WHAT YOU NEED TO DO: When you repeat the entries, reproduce each line exactly and omit every picture.

(Entries taken from a collection)
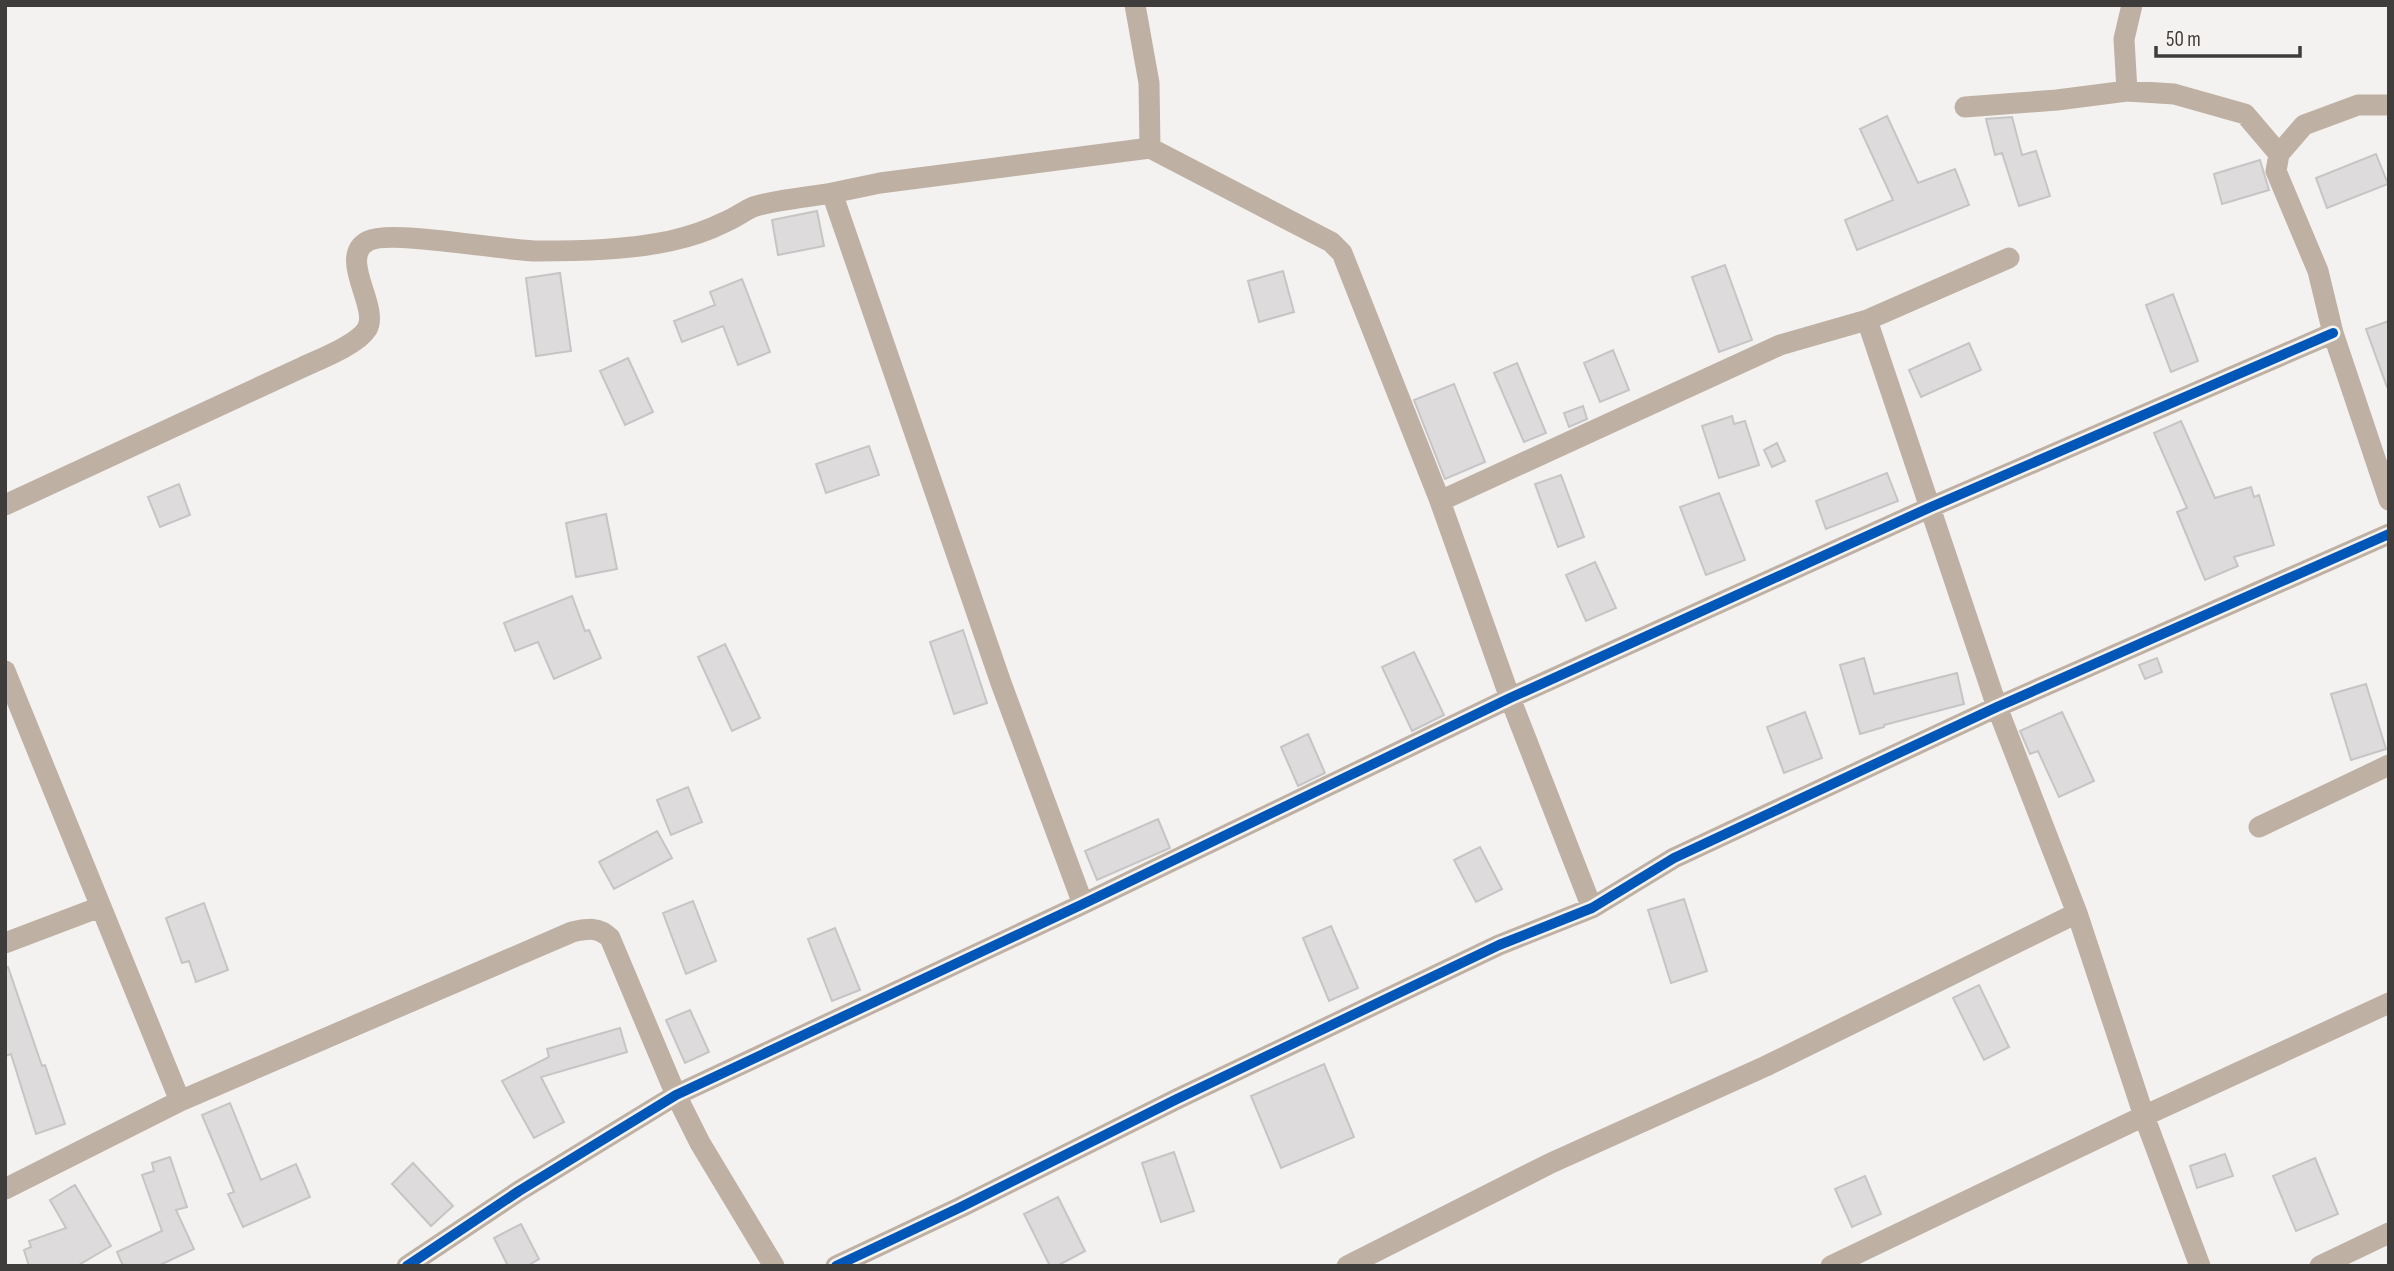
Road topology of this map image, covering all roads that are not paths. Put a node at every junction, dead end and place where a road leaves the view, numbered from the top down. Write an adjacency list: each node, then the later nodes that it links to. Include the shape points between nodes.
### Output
1 (1135, 5): 6 (street, via 1149,83)
2 (2132, 5): 3 (street, via 2124,39)
3 (2127, 91): 5 (street); 7 (street, via 2174,94 2245,114)
4 (2389, 105): 7 (street, via 2358,104 2304,125)
5 (1965, 107)
6 (1150, 148): 8 (street); 13 (street, via 1331,242 1342,253)
7 (2279, 154): 11 (street, via 2276,171 2318,271)
8 (832, 193): 14 (street, via 754,207 722,224 670,241 598,250 534,251 395,237 371,239 363,244 356,260 371,317 363,335); 22 (street)
9 (2009, 258): 10 (street)
10 (1867, 320): 13 (street, via 1780,345); 15 (street)
11 (2333, 333): 12 (street); 15 (street)
12 (2389, 500)
13 (1440, 501): 18 (street)
14 (5, 505)
15 (1931, 507): 18 (street); 19 (street)
16 (2389, 534): 19 (street)
17 (5, 671): 23 (street)
18 (1510, 698): 22 (street); 24 (street)
19 (1997, 707): 24 (street, via 1674,858); 25 (street)
20 (2389, 765): 21 (street)
21 (2259, 827)
22 (1083, 904): 28 (street)
23 (100, 907): 26 (street); 29 (street)
24 (1592, 908): 35 (street, via 1486,951)
25 (2077, 913): 30 (street); 36 (street, via 1766,1066 1551,1163)
26 (5, 943)
27 (2389, 1003): 30 (street)
28 (676, 1095): 29 (street, via 610,938 592,928 572,932); 33 (street); 34 (street)
29 (180, 1101): 31 (street)
30 (2144, 1116): 37 (street); 38 (street)
31 (5, 1189)
32 (2389, 1233): 39 (street)
33 (407, 1266)
34 (774, 1266)
35 (836, 1266)
36 (1347, 1266)
37 (1831, 1266)
38 (2200, 1266)
39 (2320, 1266)

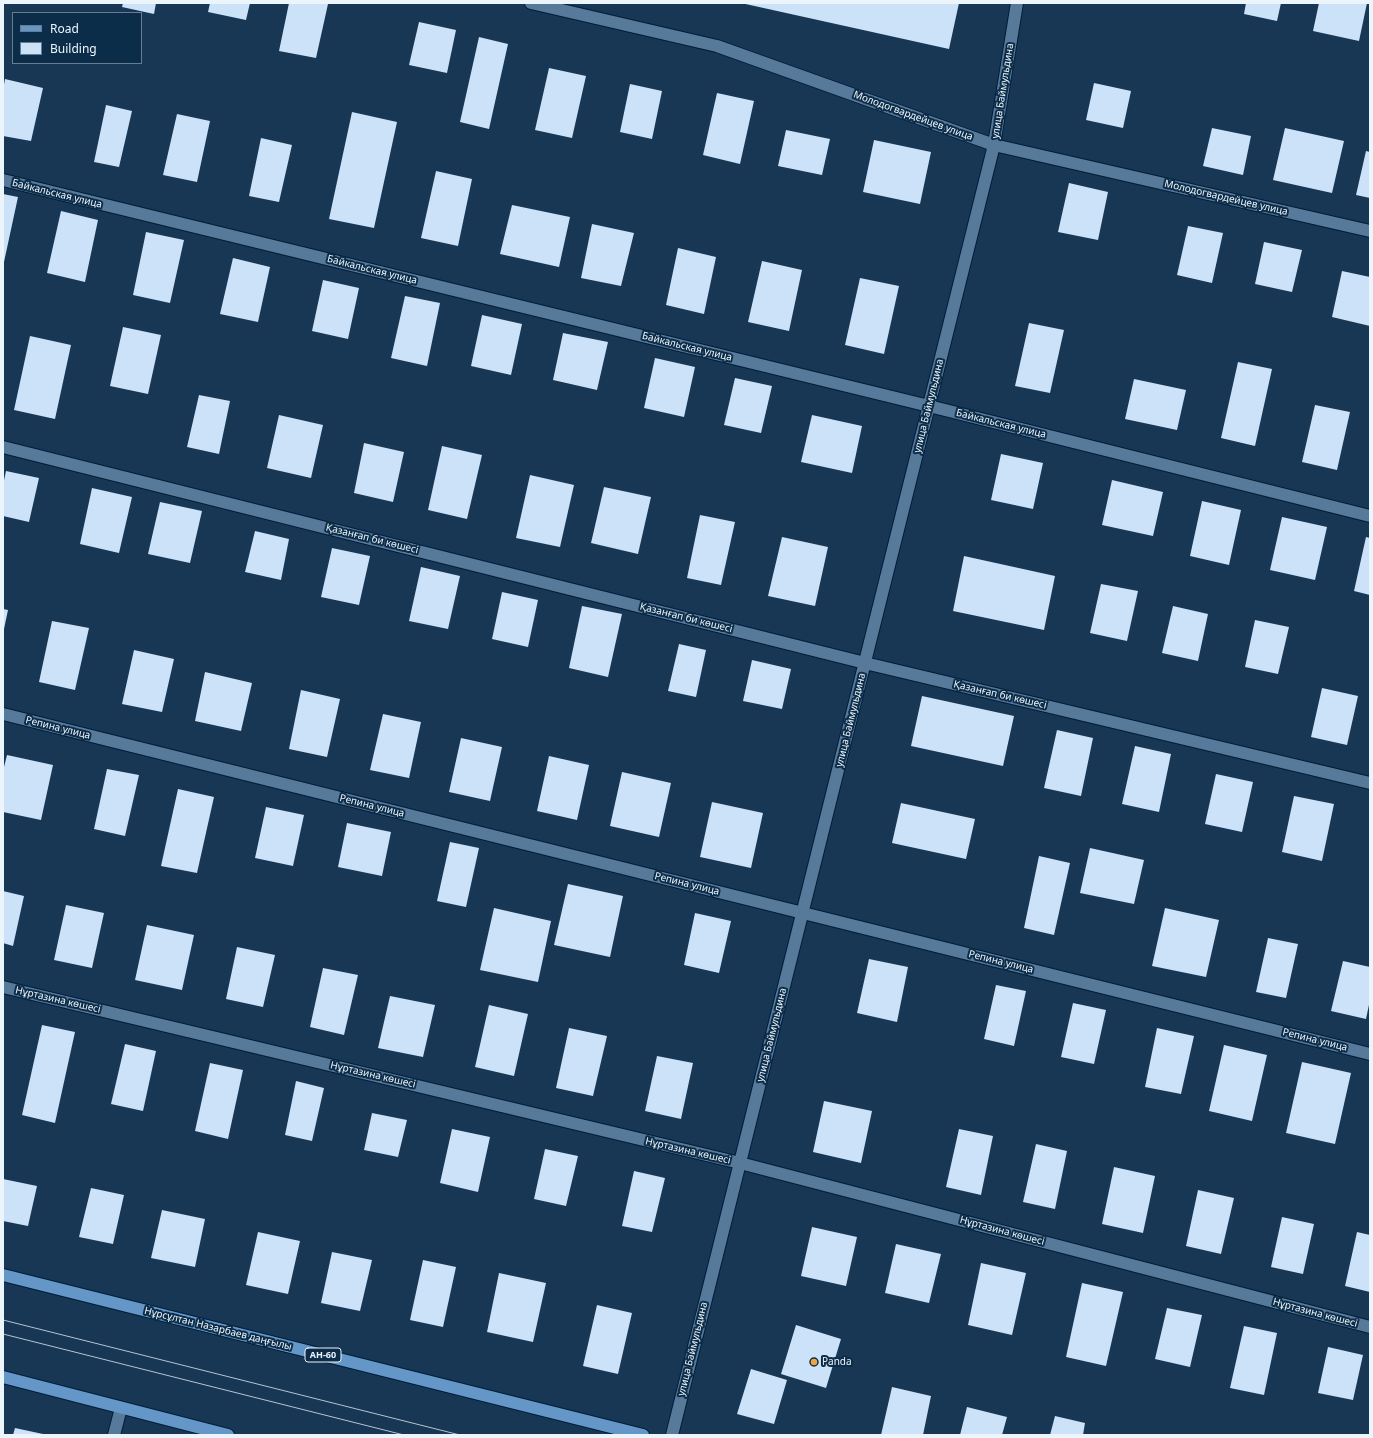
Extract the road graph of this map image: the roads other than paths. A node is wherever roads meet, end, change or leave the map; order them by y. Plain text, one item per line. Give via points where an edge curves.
1 (531, 3) edge
2 (1017, 3) edge
3 (994, 145) junction
4 (3, 180) edge
5 (1370, 231) edge
6 (929, 406) junction
7 (3, 446) edge
8 (1370, 516) edge
9 (865, 663) junction
10 (3, 714) edge
11 (1370, 783) edge
12 (802, 912) junction
13 (3, 987) edge
14 (1370, 1054) edge
15 (740, 1163) junction
16 (3, 1275) edge
17 (1370, 1327) edge
18 (3, 1377) edge
19 (121, 1408) junction
20 (114, 1435) edge
21 (228, 1435) edge
22 (643, 1435) edge
23 (672, 1435) edge

1 - 3 street, Молодогвардейцев улица via 717,46
2 - 3 street, улица Баймульдина
3 - 5 street, Молодогвардейцев улица
3 - 6 street, улица Баймульдина
4 - 6 street, Байкальская улица
6 - 8 street, Байкальская улица
6 - 9 street, улица Баймульдина
7 - 9 street, Қазанғап би көшесі
9 - 11 street, Қазанғап би көшесі
9 - 12 street, улица Баймульдина
10 - 12 street, Репина улица
12 - 14 street, Репина улица
12 - 15 street, улица Баймульдина
13 - 15 street, Нұртазина көшесі
15 - 17 street, Нұртазина көшесі
15 - 23 street, улица Баймульдина
16 - 22 main road, Нұрсұлтан Назарбаев даңғылы / АН-60
18 - 19 main road
19 - 20 street
19 - 21 main road

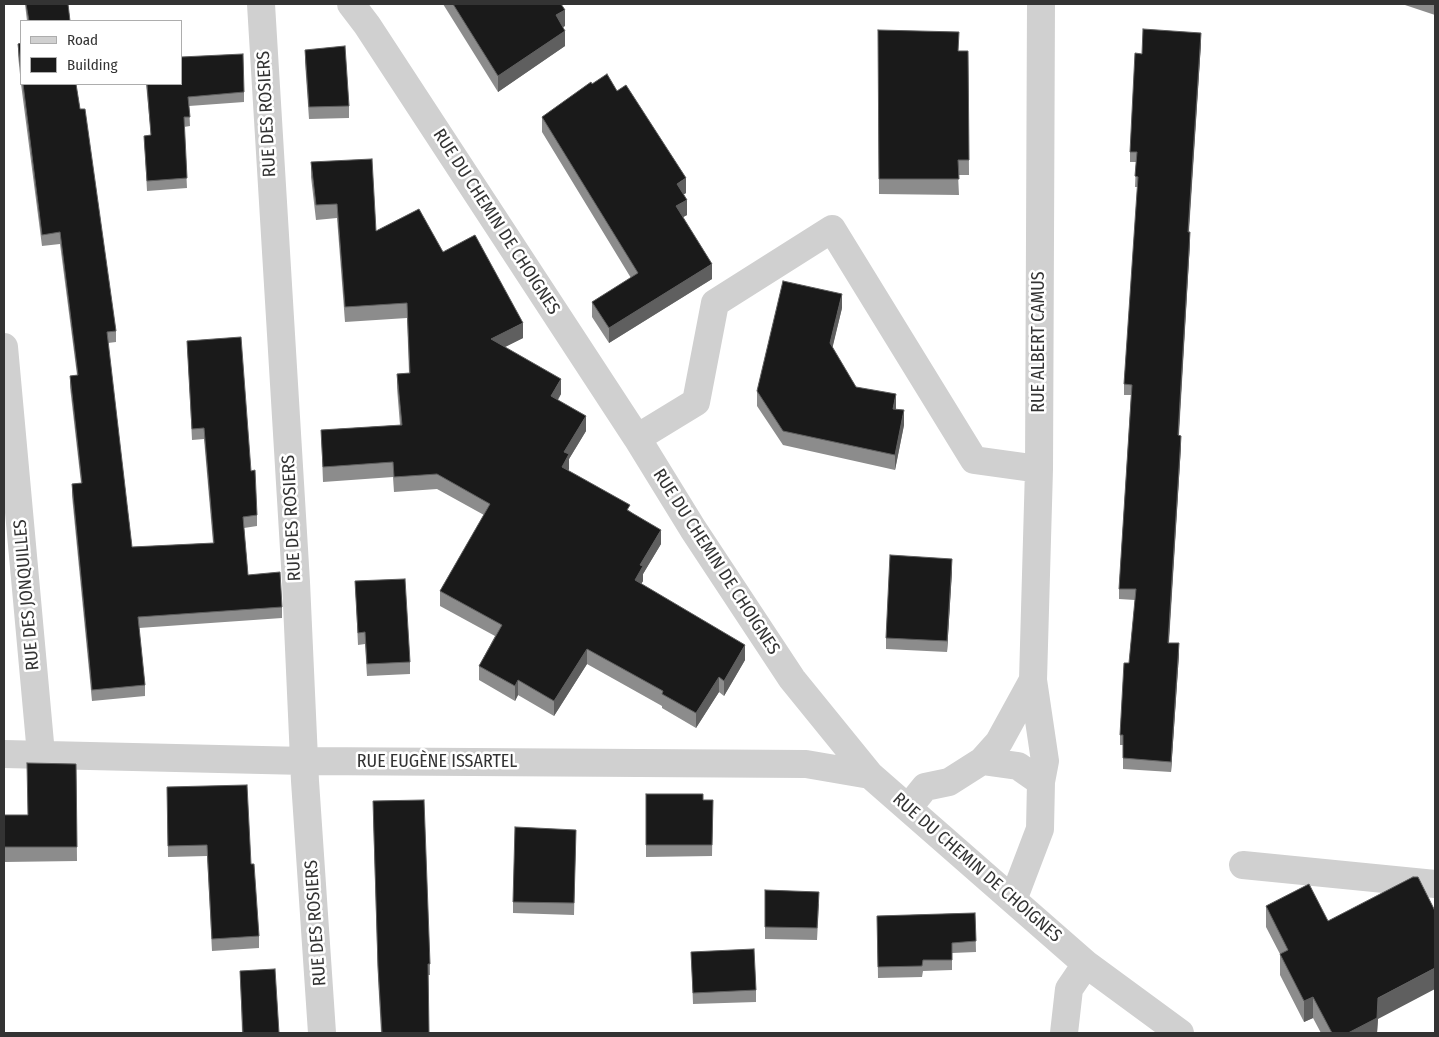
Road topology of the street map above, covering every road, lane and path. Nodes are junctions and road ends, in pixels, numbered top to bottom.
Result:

THE COMPLETED TASK:
Road topology of this map image, covering all roads that are not paths. Put a node at every junction, dead end and place where a road leaves the view, numbered from the top down. Write an adjacency list: each node, then the later nodes that it links to. Include the shape points between nodes.
### Output
1 (1135, 5): 6 (street, via 1149,83)
2 (2132, 5): 3 (street, via 2124,39)
3 (2127, 91): 5 (street); 7 (street, via 2174,94 2245,114)
4 (2389, 105): 7 (street, via 2358,104 2304,125)
5 (1965, 107)
6 (1150, 148): 8 (street); 13 (street, via 1331,242 1342,253)
7 (2279, 154): 11 (street, via 2276,171 2318,271)
8 (832, 193): 14 (street, via 754,207 722,224 670,241 598,250 534,251 395,237 371,239 363,244 356,260 371,317 363,335); 22 (street)
9 (2009, 258): 10 (street)
10 (1867, 320): 13 (street, via 1780,345); 15 (street)
11 (2333, 333): 12 (street); 15 (street)
12 (2389, 500)
13 (1440, 501): 18 (street)
14 (5, 505)
15 (1931, 507): 18 (street); 19 (street)
16 (2389, 534): 19 (street)
17 (5, 671): 23 (street)
18 (1510, 698): 22 (street); 24 (street)
19 (1997, 707): 24 (street, via 1674,858); 25 (street)
20 (2389, 765): 21 (street)
21 (2259, 827)
22 (1083, 904): 28 (street)
23 (100, 907): 26 (street); 29 (street)
24 (1592, 908): 35 (street, via 1486,951)
25 (2077, 913): 30 (street); 36 (street, via 1766,1066 1551,1163)
26 (5, 943)
27 (2389, 1003): 30 (street)
28 (676, 1095): 29 (street, via 610,938 592,928 572,932); 33 (street); 34 (street)
29 (180, 1101): 31 (street)
30 (2144, 1116): 37 (street); 38 (street)
31 (5, 1189)
32 (2389, 1233): 39 (street)
33 (407, 1266)
34 (774, 1266)
35 (836, 1266)
36 (1347, 1266)
37 (1831, 1266)
38 (2200, 1266)
39 (2320, 1266)

Extract the road graph of this map image: the roads other than paths. A node is wherever roads meet, end, change or leave the map; order them by y. Plain text, one item per line. Give via points where an edge curves.
1 (531, 3) edge
2 (1017, 3) edge
3 (994, 145) junction
4 (3, 180) edge
5 (1370, 231) edge
6 (929, 406) junction
7 (3, 446) edge
8 (1370, 516) edge
9 (865, 663) junction
10 (3, 714) edge
11 (1370, 783) edge
12 (802, 912) junction
13 (3, 987) edge
14 (1370, 1054) edge
15 (740, 1163) junction
16 (3, 1275) edge
17 (1370, 1327) edge
18 (3, 1377) edge
19 (121, 1408) junction
20 (114, 1435) edge
21 (228, 1435) edge
22 (643, 1435) edge
23 (672, 1435) edge

1 - 3 street, Молодогвардейцев улица via 717,46
2 - 3 street, улица Баймульдина
3 - 5 street, Молодогвардейцев улица
3 - 6 street, улица Баймульдина
4 - 6 street, Байкальская улица
6 - 8 street, Байкальская улица
6 - 9 street, улица Баймульдина
7 - 9 street, Қазанғап би көшесі
9 - 11 street, Қазанғап би көшесі
9 - 12 street, улица Баймульдина
10 - 12 street, Репина улица
12 - 14 street, Репина улица
12 - 15 street, улица Баймульдина
13 - 15 street, Нұртазина көшесі
15 - 17 street, Нұртазина көшесі
15 - 23 street, улица Баймульдина
16 - 22 main road, Нұрсұлтан Назарбаев даңғылы / АН-60
18 - 19 main road
19 - 20 street
19 - 21 main road

Road topology of the street map above, covering every road, lane and path. Nodes are junctions and road ends, in pixels, numbered top to bottom.
Result:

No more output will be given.